Naturally you will notice the above file is missing critical services such as HTTP. A good template for an HTTP server would add the following service directives:
define service {
use generic-service
hostgroup_name http-servers
service_description HTTP
is_volatile 0
check_period 24×7
max_check_attempts 3
normal_check_interval 3
retry_check_interval 1
contact_groups admins
notification_interval 30
notification_period 24×7
notification_options w,u,c,r
check_command check_http
}
Now that you’ve added some hosts, restart Nagios and refresh the web page. If you click on the Host Detail link you should see something like you see in Figure 2. As you can see, one host is down.
If you click on a host you will get the full detail on the machine – including the host state information, enabled checks, and plenty more.
Host Groups
If you have multiple servers on your network, and some of theses servers belong to a specific group (say HTTP or MAIL), you can make it easy on yourself by grouping them together. This will allow you to quickly check their status all together in the Nagios Hostgroup Overview. But you have to add these machines to a hostgroup first. To do this open up the file /etc/nagios3/conf.d/hostgroups_nagios2.cfg.

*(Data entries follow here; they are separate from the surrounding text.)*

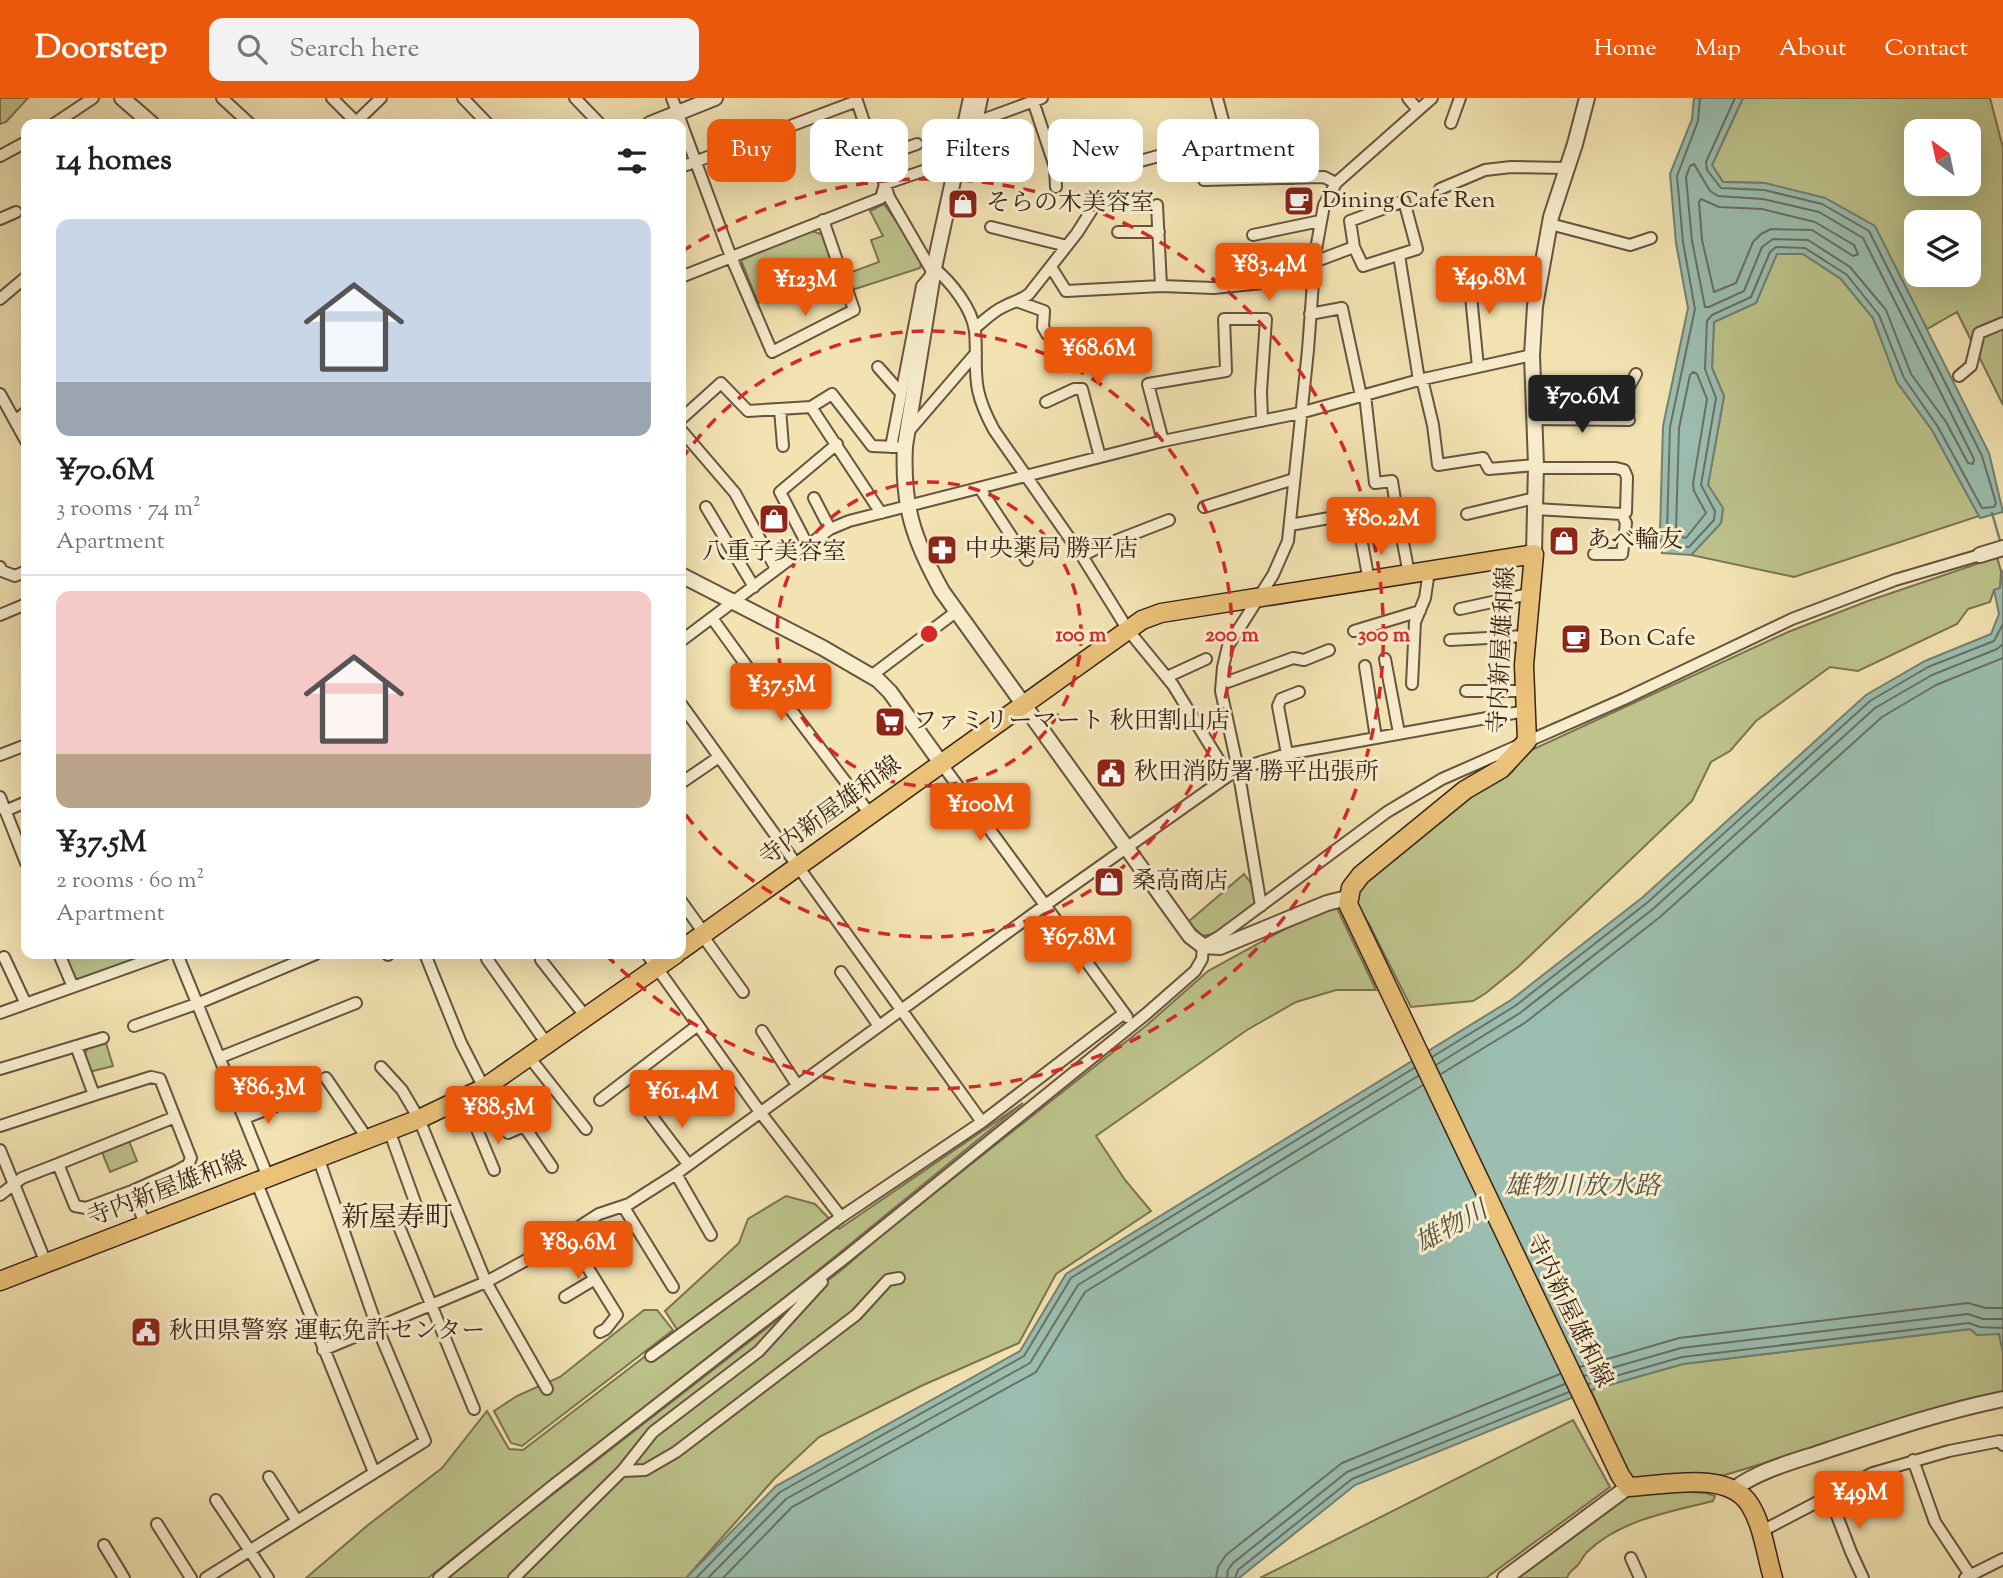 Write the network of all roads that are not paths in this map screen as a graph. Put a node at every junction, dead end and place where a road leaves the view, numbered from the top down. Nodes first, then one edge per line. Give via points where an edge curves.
1 (93, 98) edge
2 (222, 98) edge
3 (332, 98) edge
4 (381, 98) edge
5 (463, 98) edge
6 (575, 98) edge
7 (672, 98) edge
8 (715, 98) edge
9 (971, 98) edge
10 (982, 98) edge
11 (1217, 98) edge
12 (1408, 98) edge
13 (1432, 98) edge
14 (1460, 98) edge
15 (1587, 98) edge
16 (124, 99) edge
17 (857, 99) edge
18 (1037, 100) edge
19 (1418, 110) junction
20 (676, 113) junction
21 (62, 119) edge
22 (146, 119) edge
23 (245, 119) edge
24 (351, 119) edge
25 (361, 119) edge
26 (483, 119) edge
27 (595, 119) edge
28 (662, 119) edge
29 (678, 119) edge
30 (864, 119) edge
31 (971, 119) edge
32 (973, 119) edge
33 (985, 119) edge
34 (1223, 119) edge
35 (1451, 123) dead end
36 (686, 138) edge
37 (917, 144) dead end
38 (21, 145) edge
39 (908, 147) edge
40 (0, 156) edge
41 (695, 161) junction
42 (686, 165) edge
43 (1566, 168) junction
44 (922, 171) edge
45 (1319, 177) edge
46 (953, 182) edge
47 (1336, 183) junction
48 (885, 184) junction
49 (1056, 187) dead end
50 (1440, 189) dead end
51 (1100, 197) dead end
52 (1157, 205) dead end
53 (16, 212) dead end
54 (0, 219) edge
55 (824, 220) junction
56 (1320, 221) junction
57 (1550, 225) junction
58 (991, 227) dead end
59 (1118, 232) dead end
60 (1159, 232) junction
61 (1253, 235) dead end
62 (1651, 238) dead end
63 (1067, 246) junction
64 (1354, 247) junction
65 (1399, 254) junction
66 (732, 257) junction
67 (1314, 262) junction
68 (1051, 267) junction
69 (934, 270) junction
70 (686, 275) edge
71 (1312, 278) junction
72 (1460, 280) dead end
73 (21, 282) edge
74 (1161, 286) junction
75 (0, 299) edge
76 (1019, 302) junction
77 (1310, 314) junction
78 (2003, 323) edge
79 (975, 328) junction
80 (1081, 336) dead end
81 (975, 353) junction
82 (1532, 355) junction
83 (1478, 367) junction
84 (878, 368) dead end
85 (1636, 374) dead end
86 (1959, 376) dead end
87 (1420, 380) junction
88 (901, 393) junction
89 (1534, 393) junction
90 (0, 394) edge
91 (1363, 395) junction
92 (1046, 402) dead end
93 (811, 407) junction
94 (780, 409) junction
95 (1300, 413) junction
96 (686, 414) edge
97 (21, 416) edge
98 (1535, 419) junction
99 (1629, 420) dead end
100 (15, 421) junction
101 (1262, 421) junction
102 (21, 432) edge
103 (686, 436) edge
104 (1163, 441) junction
105 (901, 442) junction
106 (837, 444) junction
107 (783, 446) dead end
108 (1100, 457) junction
109 (1536, 466) junction
110 (1027, 477) junction
111 (1294, 479) junction
112 (981, 489) junction
113 (814, 498) dead end
114 (1535, 504) junction
115 (1396, 506) junction
116 (706, 507) dead end
117 (907, 507) junction
118 (1205, 507) dead end
119 (881, 513) junction
120 (1466, 514) dead end
121 (1622, 514) junction
122 (1169, 520) dead end
123 (1290, 525) junction
124 (830, 529) junction
125 (1361, 538) dead end
126 (808, 546) junction
127 (2003, 548) edge
128 (1534, 554) junction
129 (1594, 554) dead end
130 (1980, 555) joint
131 (1082, 556) junction
132 (1027, 560) dead end
133 (0, 567) edge
134 (775, 567) dead end
135 (1429, 571) junction
136 (21, 573) edge
137 (1409, 574) junction
138 (686, 578) edge
139 (1369, 581) junction
140 (754, 587) junction
141 (1529, 594) junction
142 (1258, 598) junction
143 (735, 602) junction
144 (21, 606) edge
145 (1460, 609) dead end
146 (957, 611) junction
147 (1420, 611) junction
148 (0, 615) edge
149 (712, 618) junction
150 (1128, 630) junction
151 (1353, 631) dead end
152 (1526, 636) junction
153 (686, 637) edge
154 (1450, 640) dead end
155 (1329, 650) dead end
156 (1206, 659) dead end
157 (1385, 659) dead end
158 (1364, 666) dead end
159 (871, 676) junction
160 (1167, 677) junction
161 (1222, 684) junction
162 (1412, 684) dead end
163 (1466, 691) dead end
164 (1525, 691) junction
165 (1298, 692) dead end
166 (1024, 704) junction
167 (1526, 710) junction
168 (686, 712) edge
169 (1399, 733) junction
170 (1376, 738) junction
171 (1527, 741) junction
172 (21, 747) edge
173 (1287, 754) junction
174 (0, 755) edge
175 (719, 757) junction
176 (941, 763) junction
177 (1233, 772) junction
178 (686, 780) edge
179 (0, 797) edge
180 (21, 804) edge
181 (5, 811) junction
182 (870, 814) junction
183 (1127, 848) junction
184 (21, 851) edge
185 (798, 867) junction
186 (1349, 904) junction
187 (1044, 906) junction
188 (1261, 906) junction
189 (686, 908) edge
190 (703, 934) junction
191 (686, 946) edge
192 (1203, 946) junction
193 (4, 957) dead end
194 (61, 959) edge
195 (151, 959) edge
196 (179, 959) edge
197 (304, 959) edge
198 (427, 959) edge
199 (487, 959) dead end
200 (541, 960) dead end
201 (652, 960) edge
202 (841, 972) dead end
203 (73, 987) junction
204 (743, 992) dead end
205 (25, 1002) junction
206 (199, 1003) junction
207 (356, 1003) dead end
208 (902, 1009) junction
209 (0, 1013) edge
210 (1123, 1014) junction
211 (586, 1017) junction
212 (1134, 1023) junction
213 (698, 1025) junction
214 (134, 1026) dead end
215 (879, 1026) junction
216 (762, 1031) dead end
217 (103, 1038) dead end
218 (547, 1044) junction
219 (76, 1046) junction
220 (221, 1057) junction
221 (528, 1057) junction
222 (381, 1067) dead end
223 (0, 1069) edge
224 (326, 1078) dead end
225 (797, 1085) junction
226 (484, 1088) junction
227 (94, 1095) junction
228 (464, 1098) junction
229 (600, 1100) dead end
230 (281, 1104) dead end
231 (760, 1112) junction
232 (650, 1114) dead end
233 (175, 1117) junction
234 (245, 1118) junction
235 (419, 1119) junction
236 (982, 1122) junction
237 (0, 1126) edge
238 (586, 1129) dead end
239 (388, 1130) junction
240 (367, 1138) junction
241 (0, 1150) edge
242 (318, 1157) junction
243 (58, 1164) junction
244 (688, 1164) junction
245 (552, 1167) dead end
246 (494, 1170) dead end
247 (676, 1174) junction
248 (262, 1179) junction
249 (13, 1187) junction
250 (132, 1191) junction
251 (0, 1195) edge
252 (623, 1206) junction
253 (420, 1216) dead end
254 (841, 1217) junction
255 (145, 1224) junction
256 (398, 1224) dead end
257 (567, 1234) junction
258 (711, 1235) dead end
259 (846, 1257) junction
260 (46, 1263) junction
261 (899, 1278) dead end
262 (595, 1279) junction
263 (0, 1282) edge
264 (486, 1282) junction
265 (673, 1287) dead end
266 (565, 1297) dead end
267 (430, 1305) junction
268 (377, 1327) junction
269 (600, 1332) dead end
270 (323, 1350) junction
271 (651, 1356) dead end
272 (547, 1389) dead end
273 (2003, 1399) edge
274 (474, 1409) dead end
275 (2003, 1445) edge
276 (1913, 1460) junction
277 (622, 1471) junction
278 (374, 1472) junction
279 (269, 1477) dead end
280 (1624, 1481) junction
281 (1734, 1489) junction
282 (1829, 1495) junction
283 (216, 1500) dead end
284 (297, 1521) junction
285 (157, 1524) dead end
286 (1760, 1532) junction
287 (104, 1545) dead end
288 (249, 1551) junction
289 (1631, 1558) dead end
290 (2003, 1559) edge
291 (1770, 1577) edge
292 (1968, 1577) edge
293 (124, 1578) edge
294 (191, 1578) edge
295 (206, 1578) edge
296 (268, 1578) edge
297 (439, 1578) edge
298 (514, 1578) edge
299 (1505, 1578) edge
300 (1640, 1578) edge
301 (1863, 1578) edge

1 - 21 street
2 - 23 street
3 - 24 street
4 - 25 street
5 - 26 street
6 - 27 street
7 - 20 street
8 - 20 street
9 - 31 street
10 - 32 street
11 - 34 street
12 - 19 street
13 - 19 street
14 - 35 street
15 - 43 street
16 - 22 street
17 - 30 street
17 - 41 street
18 - 33 street
18 - 49 street
19 - 47 street
20 - 28 street
20 - 29 street
36 - 41 street
37 - 39 street
38 - 40 street
41 - 42 street
41 - 66 street
43 - 50 street via 1485,170
43 - 57 street
44 - 48 street
45 - 47 street
46 - 69 street
47 - 56 street
48 - 55 street via 881,198
48 - 69 street
51 - 63 street
52 - 60 street
53 - 54 street
55 - 66 street
55 - 66 street via 854,310 772,352
56 - 61 street
56 - 67 street
57 - 62 street via 1630,245
57 - 82 street via 1535,306
58 - 63 street
59 - 60 street
60 - 74 street
63 - 68 street
64 - 65 street via 1363,266
64 - 65 street via 1350,220 1404,201 1417,249
64 - 67 street
65 - 87 street
66 - 70 street
67 - 71 street
68 - 74 street via 1066,292
68 - 76 street
69 - 79 street via 944,276 964,304
69 - 88 street via 922,286
69 - 105 street
71 - 74 street via 1214,288
71 - 77 street
72 - 83 street via 1471,296
73 - 75 street
76 - 79 street via 1006,304
76 - 80 street via 1044,310 1047,334
77 - 91 street via 1342,308
77 - 95 street
78 - 86 street via 1979,333 1971,366
79 - 81 street
81 - 105 street
81 - 110 street via 982,408
82 - 83 street
82 - 89 street
83 - 87 street
84 - 88 street
85 - 89 street via 1630,385 1573,396
87 - 91 street
87 - 109 street via 1438,465 1483,458 1489,470
88 - 105 street
89 - 98 street
90 - 100 street
91 - 95 street
91 - 115 street via 1375,484 1392,481
92 - 108 street via 1082,389
93 - 94 street
93 - 105 street via 832,394 872,446
93 - 106 street
94 - 96 street via 748,411 721,383
94 - 107 street
95 - 101 street
95 - 111 street
97 - 100 street
98 - 99 street
98 - 109 street
100 - 102 street
101 - 104 street
101 - 104 street via 1266,319 1224,318 1226,371 1148,384
103 - 134 street via 735,493
104 - 108 street
105 - 117 street
106 - 119 street
106 - 126 street via 780,492
108 - 110 street
109 - 114 street
109 - 121 street via 1624,470 1626,512
110 - 112 street
110 - 131 street
111 - 118 street
111 - 123 street
112 - 117 street
112 - 132 street
113 - 124 street
114 - 120 street
114 - 121 street
114 - 128 street
115 - 123 street
115 - 137 street
116 - 140 street
117 - 119 street
117 - 146 street via 932,572
119 - 124 street
121 - 129 street via 1626,523 1622,554
122 - 131 street
123 - 142 street via 1282,558
124 - 126 street
125 - 139 street
126 - 140 street
127 - 130 street
128 - 135 main road, 寺内新屋雄和線
128 - 141 main road, 寺内新屋雄和線
130 - 171 street via 1895,580 1792,619
131 - 150 street
133 - 136 street via 15,576
135 - 137 main road, 寺内新屋雄和線
135 - 147 street
137 - 139 main road, 寺内新屋雄和線
138 - 143 street
139 - 142 main road, 寺内新屋雄和線
140 - 143 street
141 - 145 street
141 - 152 main road, 寺内新屋雄和線
142 - 150 main road, 寺内新屋雄和線 via 1161,613
142 - 161 street via 1228,646
143 - 149 street
143 - 159 street
144 - 148 street
146 - 159 street
146 - 166 street
147 - 151 street
147 - 162 street via 1415,622
149 - 153 street
149 - 182 street via 764,690 782,698
150 - 160 street
150 - 166 main road, 寺内新屋雄和線
152 - 154 street
152 - 164 main road, 寺内新屋雄和線
155 - 161 street
156 - 160 street
157 - 169 street
158 - 170 street
159 - 176 street via 890,692
160 - 177 street
161 - 177 street
163 - 164 street
164 - 167 main road, 寺内新屋雄和線
165 - 173 street via 1281,699 1278,706
166 - 176 main road, 寺内新屋雄和線
166 - 183 street
167 - 169 street
167 - 171 main road, 寺内新屋雄和線
168 - 175 street
169 - 170 street
170 - 173 street
171 - 186 main road, 寺内新屋雄和線 via 1501,769 1465,790 1361,875 1353,883
171 - 188 street via 1442,779 1387,813
172 - 174 street
173 - 177 street
175 - 178 street
175 - 185 street
176 - 182 main road, 寺内新屋雄和線
176 - 187 street
177 - 183 street
177 - 188 street
179 - 181 street
180 - 181 street
181 - 184 street
182 - 185 main road, 寺内新屋雄和線
183 - 187 street
183 - 192 street via 1190,936
185 - 190 main road, 寺内新屋雄和線
185 - 208 street
186 - 192 street via 1343,899 1327,903 1220,947
186 - 280 main road, 寺内新屋雄和線
187 - 208 street
187 - 210 street
188 - 192 street
189 - 190 street
190 - 191 main road, 寺内新屋雄和線
190 - 204 street
192 - 212 street via 1195,971
193 - 205 street
194 - 203 street
195 - 203 street
196 - 206 street
197 - 206 street
198 - 226 street
199 - 218 street
200 - 211 street
201 - 211 main road, 寺内新屋雄和線
201 - 213 street
202 - 215 street
203 - 205 street
205 - 209 street
206 - 214 street
206 - 220 street
207 - 220 street
208 - 215 street
208 - 236 street
210 - 212 street
210 - 236 street
211 - 218 main road, 寺内新屋雄和線
212 - 259 street
213 - 229 street
213 - 231 street
215 - 225 street
216 - 225 street
217 - 219 street
218 - 221 main road, 寺内新屋雄和線
219 - 223 street
219 - 227 street
220 - 234 street
221 - 226 main road, 寺内新屋雄和線
221 - 238 street
222 - 235 street
224 - 240 street
225 - 231 street
226 - 228 main road, 寺内新屋雄和線
226 - 245 street via 508,1133 524,1126
227 - 233 street via 151,1077 160,1080
227 - 237 street
228 - 235 main road, 寺内新屋雄和線
228 - 246 street
230 - 234 street
231 - 244 street
231 - 254 street
232 - 244 street
233 - 243 street
233 - 250 street via 191,1158 188,1165
234 - 248 street
235 - 239 main road, 寺内新屋雄和線
235 - 264 street
236 - 254 street
239 - 240 main road, 寺内新屋雄和線
239 - 253 street
240 - 242 main road, 寺内新屋雄和線
241 - 249 street
242 - 248 main road, 寺内新屋雄和線
242 - 268 street
243 - 249 street via 22,1178
243 - 250 street via 75,1206 86,1208
244 - 247 street
247 - 252 street
247 - 258 street
248 - 255 main road, 寺内新屋雄和線
248 - 270 street
249 - 251 street
249 - 260 street
250 - 255 street
252 - 257 street via 599,1214
252 - 265 street
254 - 271 street
255 - 260 main road, 寺内新屋雄和線
256 - 267 street
257 - 262 street
257 - 264 street
259 - 277 street via 759,1351 653,1432
259 - 297 street
260 - 263 main road, 寺内新屋雄和線
261 - 277 street via 888,1280 856,1315 676,1452 645,1470
262 - 266 street
262 - 269 street via 617,1315
264 - 267 street
264 - 272 street
267 - 268 street
267 - 274 street
268 - 270 street
268 - 278 street via 425,1441
270 - 278 street
273 - 281 street via 1771,1469
275 - 276 street via 2000,1441
276 - 282 street
276 - 292 street via 1936,1522
277 - 298 street
278 - 284 street
279 - 284 street
280 - 281 main road via 1708,1482
280 - 299 street
281 - 286 main road via 1751,1505
282 - 286 street
282 - 301 street
283 - 288 street
284 - 288 street
285 - 294 street
286 - 291 main road
287 - 293 street
288 - 295 street
288 - 296 street
289 - 300 street
290 - 292 street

In this file you can define each hostgroup like so:
# A list of your web servers
define hostgroup {
hostgroup_name http-servers
alias HTTP servers
members localhost, Ubuntu
}
Notice that your members use the hostname from their .cfg file hostname directive. Once you add new members to a hostgroup you will need to restart Nagios with the command sudo /etc/initi.d/nagios3 restart. Now you should see your devices grouped together like you see in Figure 3.
Nagios is now coming to life for you as a serious enterprise-ready network monitoring solution.
Final Thoughts
Nagios can do quite a lot. In upcoming articles we will stretch and push this tool into even more areas, making it even more useful for the network administrator. But already you should have a tool that is perfectly capable of monitoring your enterprise-level network.